Probabilmente, esiste una maggioranza a sostegno di Veltroni, che,
più che sostenerlo, lo ingabbia. Sicuramente, non c'è grande sostegno
per le idee di Arturo Parisi, che rimane l'interprete autentico
dell'Ulivo che fu e del Partito Democratico che dovrebbe essere.

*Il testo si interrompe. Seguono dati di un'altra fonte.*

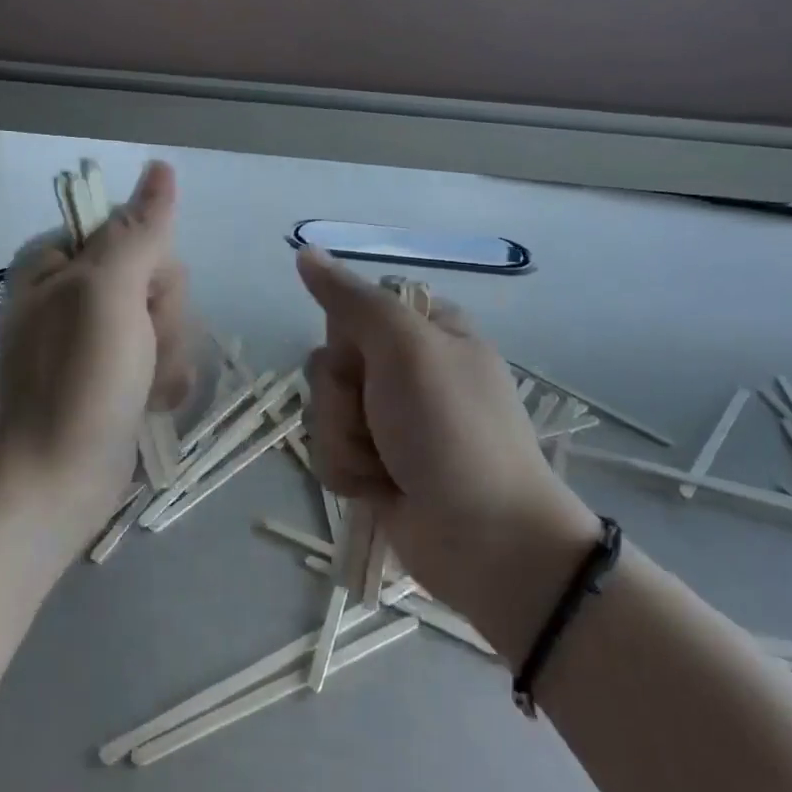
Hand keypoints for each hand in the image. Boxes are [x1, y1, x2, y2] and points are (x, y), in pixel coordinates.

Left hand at [0, 161, 194, 543]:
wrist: (53, 483)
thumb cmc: (76, 381)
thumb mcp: (108, 293)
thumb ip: (139, 229)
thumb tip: (161, 167)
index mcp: (60, 260)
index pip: (138, 232)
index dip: (152, 269)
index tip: (137, 303)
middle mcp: (76, 291)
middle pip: (160, 277)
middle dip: (163, 319)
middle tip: (136, 352)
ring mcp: (97, 335)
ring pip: (169, 319)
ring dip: (167, 355)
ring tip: (140, 387)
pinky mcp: (117, 373)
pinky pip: (166, 356)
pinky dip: (164, 381)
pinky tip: (148, 403)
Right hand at [296, 249, 601, 659]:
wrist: (487, 540)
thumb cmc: (452, 429)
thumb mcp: (406, 347)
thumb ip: (351, 299)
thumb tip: (304, 250)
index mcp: (427, 332)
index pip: (354, 309)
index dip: (349, 335)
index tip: (367, 355)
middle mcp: (407, 372)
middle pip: (330, 362)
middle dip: (342, 397)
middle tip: (380, 417)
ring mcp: (391, 422)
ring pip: (324, 410)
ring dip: (344, 440)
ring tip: (385, 466)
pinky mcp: (376, 466)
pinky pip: (329, 453)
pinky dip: (348, 472)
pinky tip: (379, 490)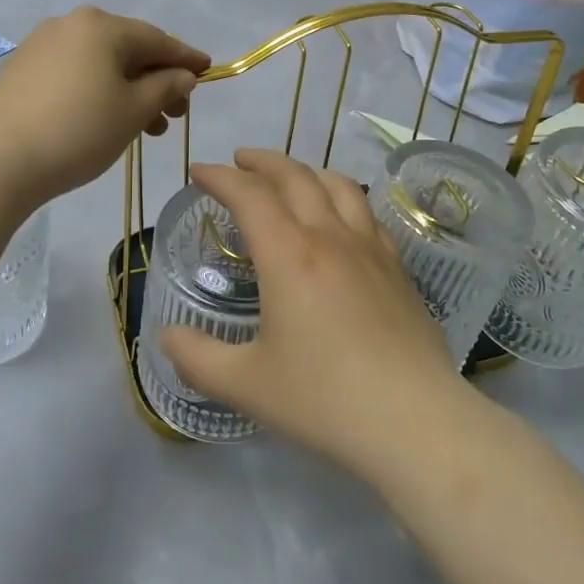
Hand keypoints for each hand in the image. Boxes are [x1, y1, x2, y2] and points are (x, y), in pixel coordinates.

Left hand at [0, 7, 209, 202]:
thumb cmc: (79, 131)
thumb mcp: (133, 111)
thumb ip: (165, 87)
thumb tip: (182, 75)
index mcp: (102, 26)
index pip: (157, 40)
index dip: (186, 58)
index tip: (208, 71)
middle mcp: (70, 24)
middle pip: (127, 49)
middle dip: (156, 80)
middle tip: (174, 115)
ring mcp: (41, 44)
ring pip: (99, 62)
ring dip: (128, 90)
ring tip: (144, 128)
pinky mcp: (21, 69)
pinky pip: (73, 72)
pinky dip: (96, 90)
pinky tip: (103, 118)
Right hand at [159, 149, 472, 477]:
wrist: (416, 423)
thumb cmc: (324, 400)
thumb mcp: (246, 385)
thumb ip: (197, 358)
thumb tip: (167, 336)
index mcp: (288, 255)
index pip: (249, 195)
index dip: (220, 176)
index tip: (200, 171)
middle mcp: (330, 238)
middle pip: (295, 176)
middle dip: (261, 161)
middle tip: (239, 160)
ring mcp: (370, 249)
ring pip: (338, 186)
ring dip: (306, 171)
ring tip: (290, 177)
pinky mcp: (398, 269)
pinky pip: (367, 214)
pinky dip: (343, 199)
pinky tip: (341, 220)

Emarginarle con fastidio, quasi con punte di autoritarismo
burocratico, ha poco di "democratico", ancor meno se l'emarginazione
si accompagna all'augurio che Parisi se ne vada. Qualcuno, forse,
ricorda che il pregio maggiore dei grandi partiti è consistito e
continua a consistere nella valorizzazione del dissenso, non nel
dileggio, e che le idee si valutano, non guardando ai numeri che le
sostengono, ma al loro merito. La via d'uscita, da perseguire non
soltanto perché è probabilmente l'unica, ma soprattutto perché
contiene molti elementi positivi, è la convocazione del primo
Congresso Nazionale del Partito Democratico. Per farlo bisogna
disporre di un elenco, non gonfiato, di iscritti, non fasulli, magari
garantendo pari dignità a tutte le posizioni. Quanto ai tempi, la
primavera del 2009 è una stagione propizia: un Congresso democratico,
caratterizzato da un confronto di idee e con esito aperto, può anche
sprigionare effetti positivi di mobilitazione elettorale, per le
amministrative e le europee.
Infine, i leader (posso fare riferimento a John e a Robert Kennedy e,
persino, con la speranza, a Barack Obama?) non nascono a tavolino, ma
emergono nel conflitto fra persone e fra linee politiche, non fra
prospettive di carriera che, purtroppo, la legge elettorale nazionale
incoraggia in maniera sgradevole e riprovevole e con conseguenze
pazzesche di conformismo. Mi sembra che nel Partito Democratico, il
conflitto, ancorché sotterraneo, esista e che possa costituire, come
hanno sempre sostenuto i grandi teorici delle liberaldemocrazie, il
lievito del cambiamento. Mi attendo, dunque, le persone democratiche,
queste sì sarebbero "coraggiose", che vogliano impegnarsi senza rete
per dare alle idee le gambe sulle quali camminare.